Finnish researchers have developed a body map of human emotions that is universal across cultures.

Daniela Walker
  • 3 january 2014

In a moment of embarrassment we have all felt that flush of warmth on our cheeks as we blush and palpitations of the heart. We know that our body physically reacts to an emotional feeling, but now a study by Finnish researchers published in the Proceedings of the National Academy of Sciences journal shows that there is a universal physiological reaction to certain emotions, regardless of culture.


The researchers presented over 700 participants from Taiwan, Sweden and Finland with emotional stimuli – words, videos, facial expressions and stories – and then asked them to identify on computer silhouettes where they felt changes in their bodies. The majority of the participants would color in the same areas when feeling the same emotions – for instance, feeling a change in their chest when they experience anger – despite being from different backgrounds.

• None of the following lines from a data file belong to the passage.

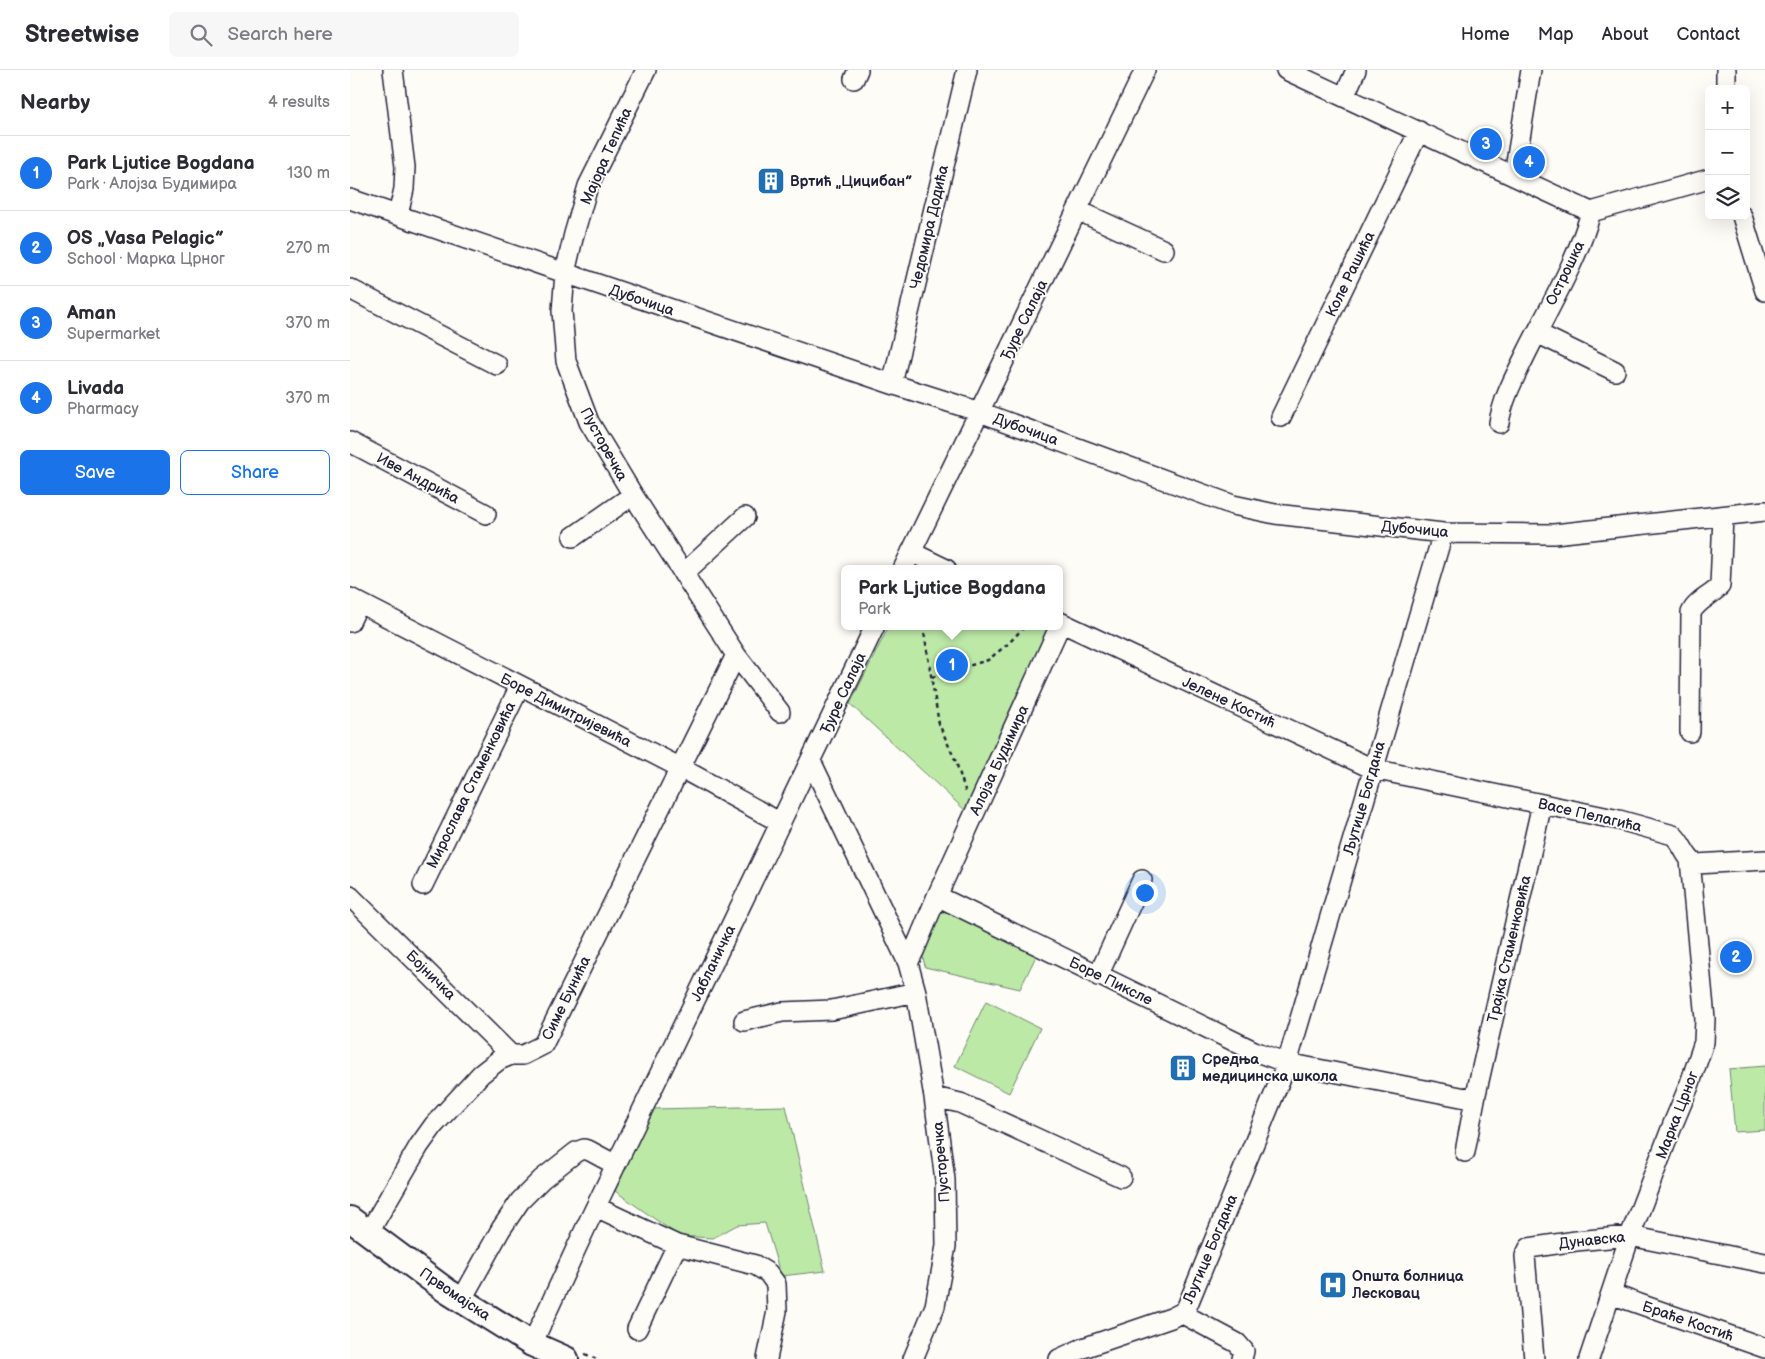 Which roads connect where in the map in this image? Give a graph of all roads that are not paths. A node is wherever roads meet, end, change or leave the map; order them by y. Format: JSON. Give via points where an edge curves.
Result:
{"nodes":[{"id":1,"x":393,"y":70,"type":"edge"},
{"id":2,"x":646,"y":70,"type":"edge"},
{"id":3,"x":967,"y":70,"type":"edge"},
{"id":4,"x":1145,"y":70,"type":"edge"},
{"id":5,"x":1286,"y":70,"type":"edge"},
{"id":6,"x":1356,"y":70,"type":"edge"},
{"id":7,"x":1531,"y":70,"type":"edge"},
{"id":8,"x":1726,"y":70,"type":"edge"},
{"id":9,"x":1726,"y":85,"type":"edge"},
{"id":10,"x":1344,"y":97,"type":"junction"},
{"id":11,"x":1420,"y":131,"type":"junction"},
{"id":12,"x":1514,"y":175,"type":"junction"},
{"id":13,"x":1705,"y":180,"type":"edge"},
{"id":14,"x":350,"y":199,"type":"edge"},
{"id":15,"x":1077,"y":210,"type":"junction"},
{"id":16,"x":1591,"y":212,"type":"junction"},
{"id":17,"x":398,"y":215,"type":"junction"},
{"id":18,"x":1743,"y":220,"type":"edge"},
{"id":19,"x":1164,"y":250,"type":"dead end"},
{"id":20,"x":565,"y":274,"type":"junction"},
{"id":21,"x":350,"y":289,"type":"edge"},
{"id":22,"x":1765,"y":291,"type":"edge"},
{"id":23,"x":1537,"y":332,"type":"junction"},
{"id":24,"x":497,"y":364,"type":"dead end"},
{"id":25,"x":1615,"y":371,"type":"dead end"},
{"id":26,"x":892,"y":384,"type":"junction"},
{"id":27,"x":980,"y":412,"type":"junction"},
{"id":28,"x":1281,"y":417,"type":"dead end"},
{"id":29,"x":1499,"y":423,"type":"dead end"},
{"id":30,"x":350,"y":442,"type":"edge"},
{"id":31,"x":633,"y":496,"type":"junction"},
{"id":32,"x":1765,"y":510,"type":"edge"},
{"id":33,"x":486,"y":514,"type":"dead end"},
{"id":34,"x":1723,"y":516,"type":"junction"},
{"id":35,"x":745,"y":517,"type":"dead end"},
{"id":36,"x":1443,"y":533,"type":"junction"},
{"id":37,"x":573,"y":537,"type":"dead end"},
{"id":38,"x":907,"y":560,"type":"edge"},
{"id":39,"x":929,"y":565,"type":"edge"},
{"id":40,"x":683,"y":574,"type":"junction"},
{"id":41,"x":355,"y":600,"type":"edge"},
{"id":42,"x":350,"y":622,"type":"edge"},
{"id":43,"x":1063,"y":624,"type":"edge"},
{"id":44,"x":873,"y":630,"type":"edge"},
{"id":45,"x":1057,"y":630,"type":"edge"},
{"id":46,"x":736,"y":655,"type":"junction"},
{"id":47,"x":520,"y":686,"type":"junction"},
{"id":48,"x":780,"y":712,"type":"dead end"},
{"id":49,"x":1690,"y":732,"type":"dead end"},
{"id":50,"x":811,"y":761,"type":"junction"},
{"id":51,"x":679,"y":768,"type":"junction"},
{"id":52,"x":1373,"y":769,"type":"junction"},
{"id":53,"x":1402,"y":774,"type":"joint"},
{"id":54,"x":1542,"y":804,"type":"junction"},
{"id":55,"x":781,"y":823,"type":"junction"},
{"id":56,"x":1690,"y":860,"type":"junction"},
{"id":57,"x":1765,"y":860,"type":"edge"},
{"id":58,"x":1142,"y":880,"type":"dead end"},
{"id":59,"x":423,"y":885,"type":"dead end"},
{"id":60,"x":350,"y":896,"type":"edge"},
{"id":61,"x":937,"y":896,"type":"junction"},
{"id":62,"x":908,"y":963,"type":"junction"},
{"id":63,"x":1098,"y":976,"type":"junction"},
{"id":64,"x":916,"y":992,"type":"junction"},
{"id":65,"x":744,"y":1021,"type":"dead end"},
{"id":66,"x":511,"y":1055,"type":"junction"},
{"id":67,"x":1287,"y":1063,"type":"junction"},
{"id":68,"x":1476,"y":1094,"type":"junction"},
{"id":69,"x":934,"y":1097,"type":"junction"},
{"id":70,"x":1465,"y":1152,"type":"dead end"},
{"id":71,"x":616,"y":1166,"type":"junction"},
{"id":72,"x":1121,"y":1178,"type":"dead end"},
{"id":73,"x":596,"y":1207,"type":"junction"},
{"id":74,"x":359,"y":1225,"type":"edge"},
{"id":75,"x":1630,"y":1236,"type":"junction"},
{"id":76,"x":677,"y":1245,"type":"junction"},
{"id":77,"x":1765,"y":1263,"type":"edge"},
{"id":78,"x":1611,"y":1294,"type":"junction"},
{"id":79,"x":462,"y":1299,"type":"junction"},
{"id":80,"x":1181,"y":1313,"type":"junction"},
{"id":81,"x":637,"y":1329,"type":"dead end"},
{"id":82,"x":1765,"y":1348,"type":"edge"},
{"id":83,"x":526,"y":1351,"type":"edge"},
{"id":84,"x":1594,"y":1357,"type":"edge"},
{"id":85,"x":566,"y":1359,"type":"edge"},
{"id":86,"x":766,"y":1359,"type":"edge"},
{"id":87,"x":913,"y":1359,"type":"edge"},
{"id":88,"x":1059,"y":1359,"type":"edge"},
{"id":89,"x":1242,"y":1359,"type":"edge"},
{"id":90,"x":1534,"y":1359,"type":"edge"}],
"edges":[{"from":1,"to":17,"type":"street","via":[[405,167]]},
{"from":2,"to":20,"type":"street","name":"Мајора Тепића","via":[[588,186]]},
{"from":3,"to":26,"type":"street","name":"Чедомира Додића"},
{"from":4,"to":15,"type":"street","name":"Ђуре Салаја"},
{"from":5,"to":10,"type":"street"},
{"from":6,"to":10,"type":"street"},
{"from":7,"to":12,"type":"street"},
{"from":8,"to":9,"type":"street"},
{"from":10,"to":11,"type":"street"},
{"from":11,"to":12,"type":"street"},
{"from":11,"to":28,"type":"street","name":"Коле Рашића"},
{"from":12,"to":16,"type":"street"},
{"from":13,"to":16,"type":"street"},
{"from":14,"to":17,"type":"street","name":"Дубочица"},
{"from":15,"to":19,"type":"street"},
{"from":15,"to":27,"type":"street","name":"Ђуре Салаја"},
{"from":16,"to":23,"type":"street","name":"Острошка","via":[[1581,242]]},
{"from":17,"to":20,"type":"street","name":"Дубочица"},
{"from":18,"to":22,"type":"street"},
{"from":20,"to":26,"type":"street","name":"Дубочица"},
{"from":20,"to":31,"type":"street","name":"Пусторечка","via":[[562,311],[566,360],[589,422]]},
{"from":21,"to":24,"type":"street"},
{"from":23,"to":25,"type":"street"},
{"from":23,"to":29,"type":"street","name":"Острошка","via":[[1511,385]]},
{"from":26,"to":27,"type":"street","name":"Дубочица"},
{"from":27,"to":36,"type":"street","name":"Дубочица","via":[[1233,505],[1275,514]]},
{"from":27,"to":38,"type":"street","name":"Ђуре Салаја"},
{"from":30,"to":33,"type":"street","name":"Иве Андрића"},
{"from":31,"to":37,"type":"street","name":"Пусторечка"},
{"from":31,"to":40,"type":"street","name":"Пусторечка"},
{"from":32,"to":34,"type":"street","name":"Дубочица"},
{"from":34,"to":36,"type":"street","name":"Дубочица","via":[[1554,534]]},
{"from":34,"to":49,"type":"street","via":[[1720,586],[1694,606],[1691,613]]},
{"from":35,"to":40,"type":"street"},
{"from":36,"to":52,"type":"street","name":"Љутице Богдана"},
{"from":38,"to":39,"type":"street"},
{"from":40,"to":46,"type":"street","name":"Пусторечка"},
{"from":41,"to":42,"type":"street"},
{"from":41,"to":47,"type":"street","name":"Боре Димитријевића"},
{"from":43,"to":52,"type":"street","name":"Јелене Костић"},
{"from":44,"to":50,"type":"street","name":"Ђуре Салаја"},
{"from":45,"to":61,"type":"street","name":"Алојза Будимира"},
{"from":46,"to":48,"type":"street","name":"Пусторечка"},
{"from":46,"to":51,"type":"street"},
{"from":47,"to":51,"type":"street","name":"Боре Димитријевића"},
{"from":47,"to":59,"type":"street","name":"Мирослава Стаменковића"},
{"from":50,"to":55,"type":"street","name":"Јабланичка"},
{"from":50,"to":62,"type":"street","name":"Пусторечка"},
{"from":51,"to":55,"type":"street","name":"Боре Димитријевића"},
{"from":51,"to":66,"type":"street","name":"Симе Бунића","via":[[543,1045],[523,1055]]},
{"from":52,"to":53,"type":"street","name":"Јелене Костић"},
{"from":52,"to":67,"type":"street","name":"Љутице Богдана"},
{"from":53,"to":54,"type":"street","name":"Васе Пелагића"},
{"from":54,"to":56,"type":"street","name":"Васе Пелагића","via":[[1673,835]]},
{"from":54,"to":68,"type":"street","name":"Трајка Стаменковића"},
{"from":55,"to":71,"type":"street","name":"Јабланичка"},
{"from":56,"to":57,"type":"street","via":[[1696,864]]},
{"from":56,"to":75,"type":"street","name":"Марка Црног","via":[[1705,1019],[1704,1042]]},
{"from":58,"to":63,"type":"street"},
{"from":60,"to":66,"type":"street","name":"Бојничка"},
{"from":61,"to":62,"type":"street"},
{"from":61,"to":63,"type":"street","name":"Боре Пиксле"},
{"from":62,"to":64,"type":"street","name":"Пусторечка"},
{"from":63,"to":67,"type":"street","name":"Боре Пиксле","via":[[1254,1051]]},
{"from":64,"to":65,"type":"street","via":[[832,1010],[782,1012]]},
{"from":64,"to":69,"type":"street","name":"Пусторечка"},
{"from":66,"to":74,"type":"street","name":"Симе Бунића","via":[[481,1074],[434,1125]]},
{"from":67,"to":68,"type":"street","via":[[1466,1098]]},
{"from":67,"to":80,"type":"street","name":"Љутице Богдана","via":[[1186,1308]]},
{"from":68,"to":70,"type":"street","name":"Трајка Стаменковића"},
{"from":69,"to":72,"type":"street","via":[[960,1103]]},
{"from":69,"to":87,"type":"street","name":"Пусторечка","via":[[945,1180],[946,1246],[935,1306]]},
{"from":71,"to":73,"type":"street","name":"Јабланичка"},
{"from":71,"to":79,"type":"street","via":[[584,1149],[542,1180],[520,1201],[501,1229]]},
{"from":73,"to":76,"type":"street"},
{"from":73,"to":83,"type":"street","name":"Јабланичка"},
{"from":74,"to":79,"type":"main road","name":"Првомајска"},
{"from":75,"to":77,"type":"street","name":"Дунавска"},
{"from":75,"to":78,"type":"street","name":"Марка Црног"},
{"from":75,"to":90,"type":"street","name":"Дунавска","via":[[1576,1241],[1526,1251]]},
{"from":76,"to":81,"type":"street"},
{"from":76,"to":86,"type":"street","via":[[755,1265],[768,1273],[776,1284],[777,1311]]},
{"from":78,"to":82,"type":"street","name":"Браће Костић"},
{"from":78,"to":84,"type":"street","name":"Марка Црног"},
{"from":79,"to":83,"type":"main road","name":"Првомајска"},
{"from":80,"to":88,"type":"street","name":"Љутице Богдана"},
{"from":80,"to":89,"type":"street","via":[[1237,1344],[1244,1351]]},
{"from":83,"to":85,"type":"main road","name":"Првомајска"}]}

The researchers admitted that some of the self-reporting may have been skewed, and that the research might “reflect a purely conceptual association between semantic knowledge of language-based stereotypes” – such as having a sensation of cold feet when nervous. But they believe that the overall results show that emotions result in a universal biological response across cultural and linguistic borders.

The researchers hope that further studies on the bodily sensations that are associated with emotions may help in the diagnosis and cure of mood disorders.